Nobunaga avait nonchalamment dit cela à Shizuko qui était complètement figée.
***
Il semble que durant l'époque Sengoku, Nobunaga fut parmi les premiers à avoir commencé à vivre dans un château. Shizuko était actuellement dans une situation qui lui donnait des douleurs si intenses à l'estomac qu'elle voulait à tout prix fuir la réalité.
J'ai l'impression d'avoir un trou dans l'estomac…
Shizuko regarda à sa gauche. Les vassaux d'Oda Nobunaga étaient alignés. À part Mori Yoshinari, tout le monde regardait Shizuko comme s'ils regardaient une personne suspecte. Cela était naturel. Ils avaient été soudainement convoqués par leur seigneur, et la seule chose qu'ils avaient vue à leur arrivée était une femme. Ils ne pouvaient que se méfier de Shizuko.
"… Lève la tête."
"(Argh, mes jambes sont engourdies…) Oui."
Shizuko, libérée du dogeza, obéit à Nobunaga et leva la tête. Son regard croisa celui de Nobunaga, qui avait des yeux sévères et une veine bleue qui semblait être apparue sur son front, mais cela fut extrêmement bref. Elle détourna involontairement les yeux, mais quiconque voyait le Nobunaga actuel en aurait fait de même. Pour preuve, tous les serviteurs avaient eux aussi légèrement détourné le regard.
"Shizuko, parle-moi de Takeda Tokueiken Shingen."
"Oui ?"
Shizuko se remémora Takeda Shingen tout en penchant la tête face à cette question soudaine. Normalement, concernant les choses et les gens tels que Takeda Shingen, une personne ordinaire ne connaîtrait que le nom. Mais Shizuko était une férue d'histoire et de géographie en plus de l'agriculture. Elle ne pouvait pas lire les vieux parchemins, mais elle avait lu la plupart des documents historiques. Elle appréciait particulièrement la période située entre la fin de l'époque de Muromachi et l'époque d'Edo, et elle pouvait réciter par cœur la plupart des événements historiques qui avaient eu lieu durant cette période.
"Alors, euh… Takeda Tokueiken Shingen, gouverneur de la province de Kai et chef de la 19ème génération du clan Takeda. Son vrai nom est Harunobu et son alias est Tarō. Quand il est devenu moine et a reçu un nom bouddhiste, il est devenu Tokueiken Shingen."

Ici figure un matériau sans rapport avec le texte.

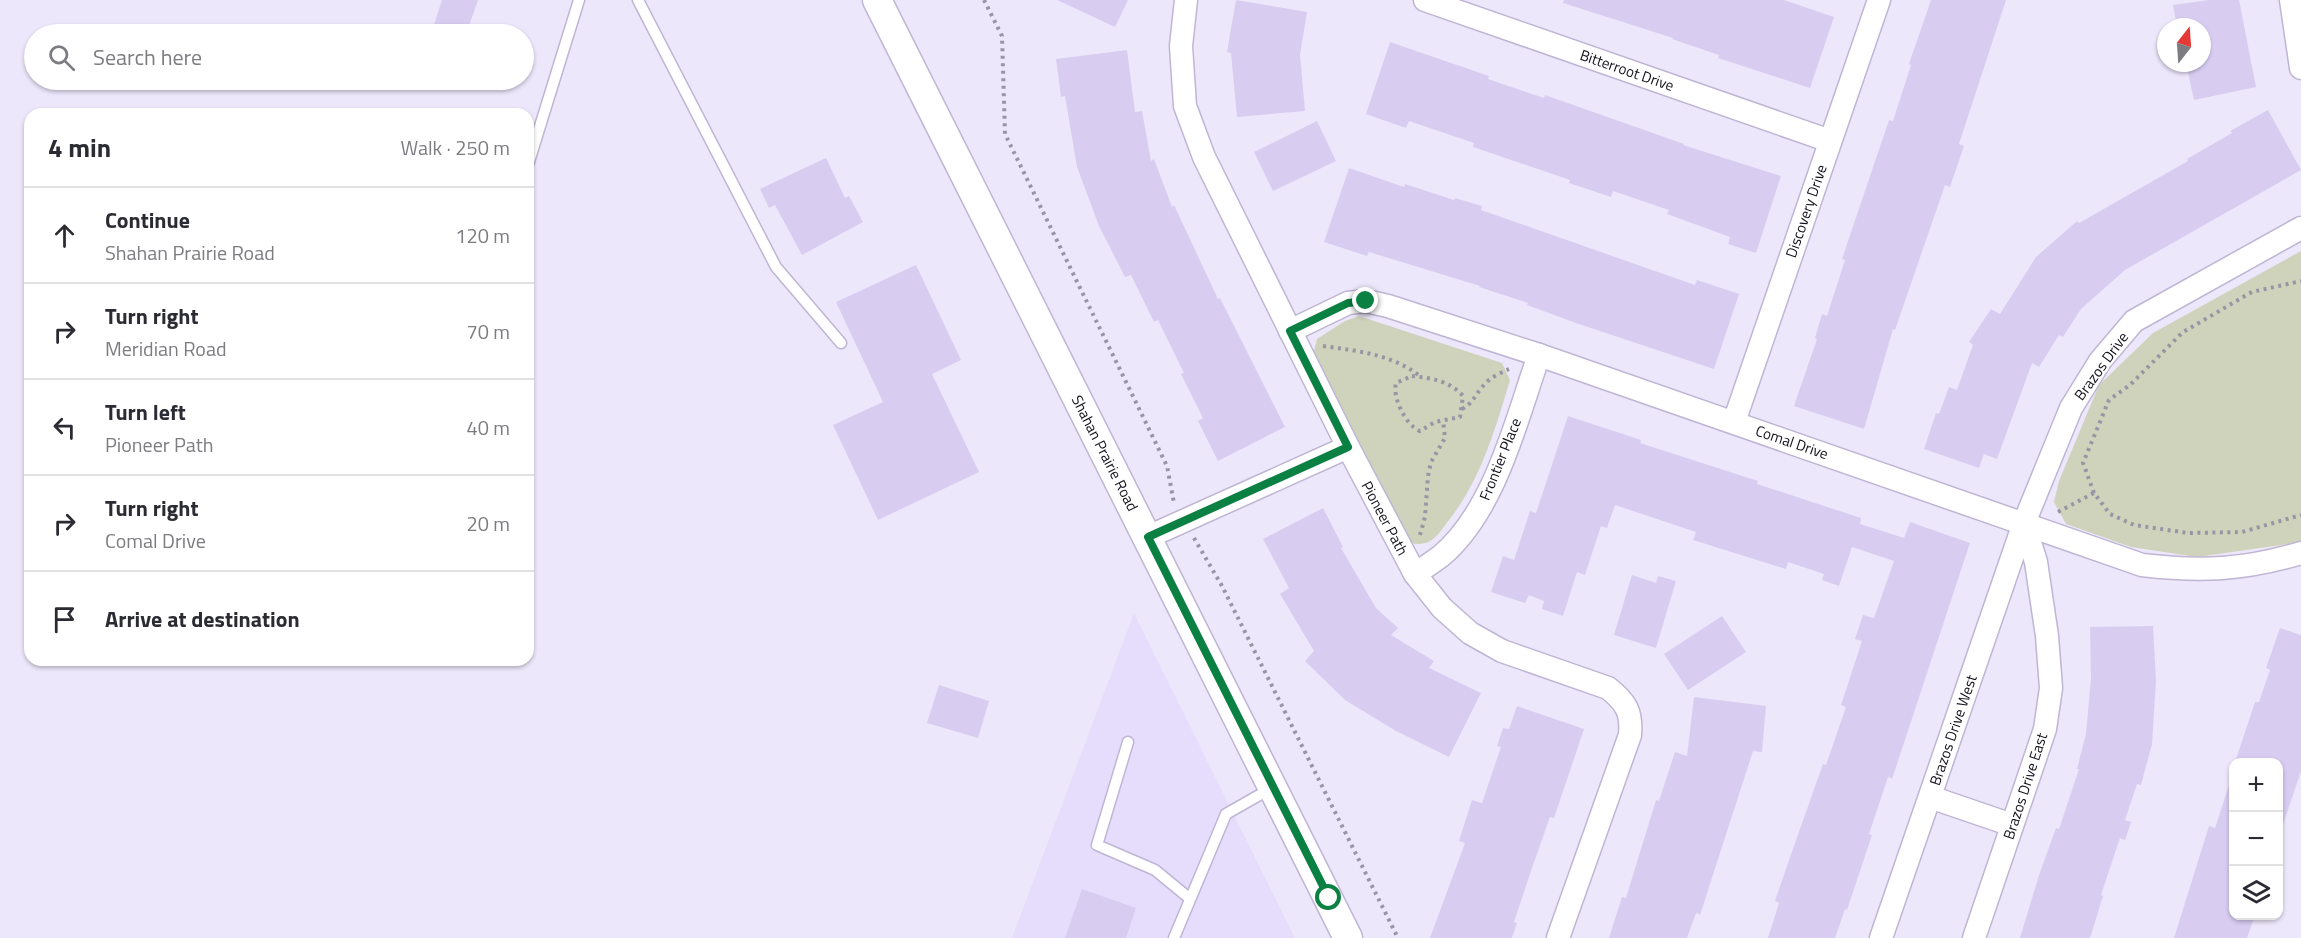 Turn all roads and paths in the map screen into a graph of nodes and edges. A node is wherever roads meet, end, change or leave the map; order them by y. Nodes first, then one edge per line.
1 (579, 0) edge
2 (638, 0) edge
3 (877, 0) edge
4 (984, 0) edge
5 (1186, 0) edge
6 (1425, 0) edge
7 (1879, 0) edge
8 (2291, 0) edge
9 (2301, 68) edge
10 (1830, 141) junction
11 (534, 146) edge
12 (2301, 228) edge
13 (2301, 281) edge
14 (1290, 331) junction
15 (841, 343) dead end
16 (1319, 346) dead end
17 (1539, 355) junction
18 (1509, 369) dead end
19 (1421, 377) junction
20 (1462, 409) junction
21 (1443, 420) junction
22 (1734, 422) junction
23 (1348, 447) junction
24 (2094, 493) junction
25 (2058, 512) dead end
26 (2301, 515) edge
27 (1184, 520) junction
28 (2024, 523) junction
29 (1148, 537) junction
30 (1418, 541) dead end
31 (2301, 553) edge
32 (1415, 574) junction
33 (1128, 742) dead end
34 (1273, 787) junction
35 (1930, 797) junction
36 (2012, 825) junction
37 (1189, 898) junction
38 (1174, 938) edge
39 (1348, 938) edge
40 (1398, 938) edge
41 (1558, 938) edge
42 (1881, 938) edge
43 (1974, 938) edge

1 - 11 lane
2 - 15 lane
3 - 29 street, Shahan Prairie Road
4 - 27 path
5 - 14 street, Pioneer Path
6 - 10 street, Bitterroot Drive
7 - 10 street, Discovery Drive
8 - 9 street
10 - 22 street, Discovery Drive
12 - 28 street, Brazos Drive
13 - 24 path
14 - 17 street, Comal Drive
14 - 23 street, Pioneer Path
16 - 19 path
17 - 22 street, Comal Drive
17 - 32 street, Frontier Place
18 - 20 path
19 - 20 path
19 - 21 path
20 - 21 path
21 - 30 path
22 - 28 street, Comal Drive
23 - 27 street
23 - 32 street, Pioneer Path
24 - 25 path
24 - 26 path
27 - 29 street
27 - 40 path
28 - 31 street, Comal Drive
28 - 35 street, Brazos Drive West
28 - 36 street, Brazos Drive East
29 - 34 street, Shahan Prairie Road
32 - 41 street, Pioneer Path
33 - 37 lane
34 - 37 lane
34 - 39 street, Shahan Prairie Road
35 - 36 street
35 - 42 street, Brazos Drive West
36 - 43 street, Brazos Drive East
37 - 38 lane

Voyant Shizuko parler aussi aisément de Shingen, les visages des serviteurs, y compris Mori Yoshinari, devinrent rigides. Cependant, Shizuko était ravie de pouvoir parler d'histoire, l'un de ses domaines préférés, après un long moment. Elle était si enthousiaste qu'elle ne remarqua pas du tout les expressions sur les visages des serviteurs. Elle s'était quasiment plongée dans son propre monde au cours de ses explications.
"Il a presque soumis Shinano et étendu son territoire tout en ayant eu des conflits répétés avec Nagao Kagetora (ancien nom de Uesugi Kenshin). Dans le même temps, il a activement stimulé les affaires domestiques, et pour renforcer son économie, il a adopté les techniques de minage et de raffinement du Nanban et produit une grosse quantité d'or. Cet or lui a permis d'instaurer un système de monnaie en pièces d'or en créant le Kōshū-kin (ou Or Goishin). C'est la toute première pièce d'or du Hinomoto. Il est également célèbre pour avoir promu des projets d'armements et de prévention des inondations grâce à la puissance économique qu'il a obtenue en faisant circuler ces pièces d'or."

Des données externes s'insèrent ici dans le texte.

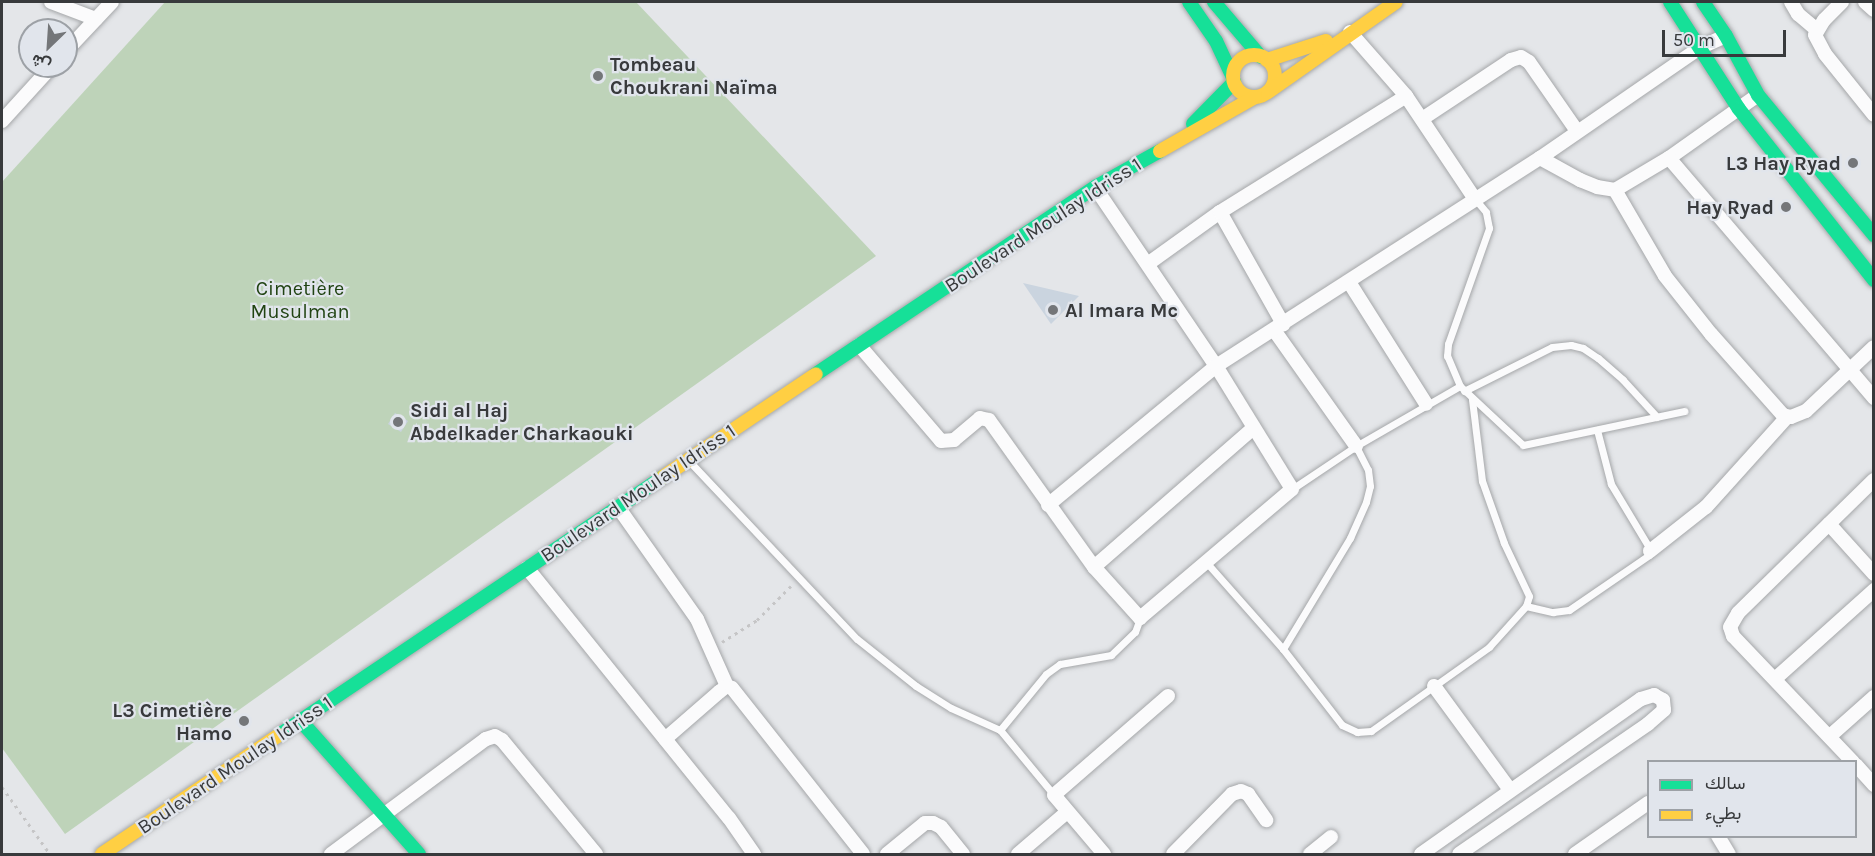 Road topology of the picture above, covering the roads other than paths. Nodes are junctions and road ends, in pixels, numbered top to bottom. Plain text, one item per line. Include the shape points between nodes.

Nous ne savons rien de cela !
"Il a personnellement dirigé l'équipe de prévention des inondations et construit un talus nommé le Shingen Tsutsumi pour lutter contrer les inondations fréquentes dans le bassin de Kofu. Cette prévention des inondations a provoqué le développement de nouveaux champs de riz qui ont augmenté le niveau du pouvoir national. Ça lui avait pris 19 ans…"
"… Assez."
Nobunaga, de par son autorité, ouvrit lentement la bouche. Shizuko fut frustrée d'avoir été interrompue, mais cette pensée disparut lorsqu'elle vit le regard de Nobunaga. Elle avait l'impression qu'il la couperait en deux si elle disait une chose de trop.
"…"
Nobunaga ferma tranquillement les yeux et produisit une sorte de rythme avec son éventail. Un léger « Tac tac tac » résonnait dans la pièce.
"… À mort."
Des sueurs froides parcoururent alors l'échine de Shizuko.
"C'est ce que j'aimerais dire, mais je n'ai pas encore vu les résultats de ta réforme agraire. J'y réfléchirai en fonction du résultat."
"… Haaa."
Voyant qu'elle n'allait pas être tuée tout de suite, Shizuko poussa un soupir de soulagement. Mais cette décision avait seulement été reportée. Si elle échouait à sa tâche, la mort l'attendrait.
"Mais, seigneur, cette personne est beaucoup trop dangereuse. Elle pourrait être une agent secrète qui vous a approché."
Alors que Shizuko se tapotait la poitrine avec soulagement, l'un des serviteurs de Nobunaga fit soudainement cette suggestion.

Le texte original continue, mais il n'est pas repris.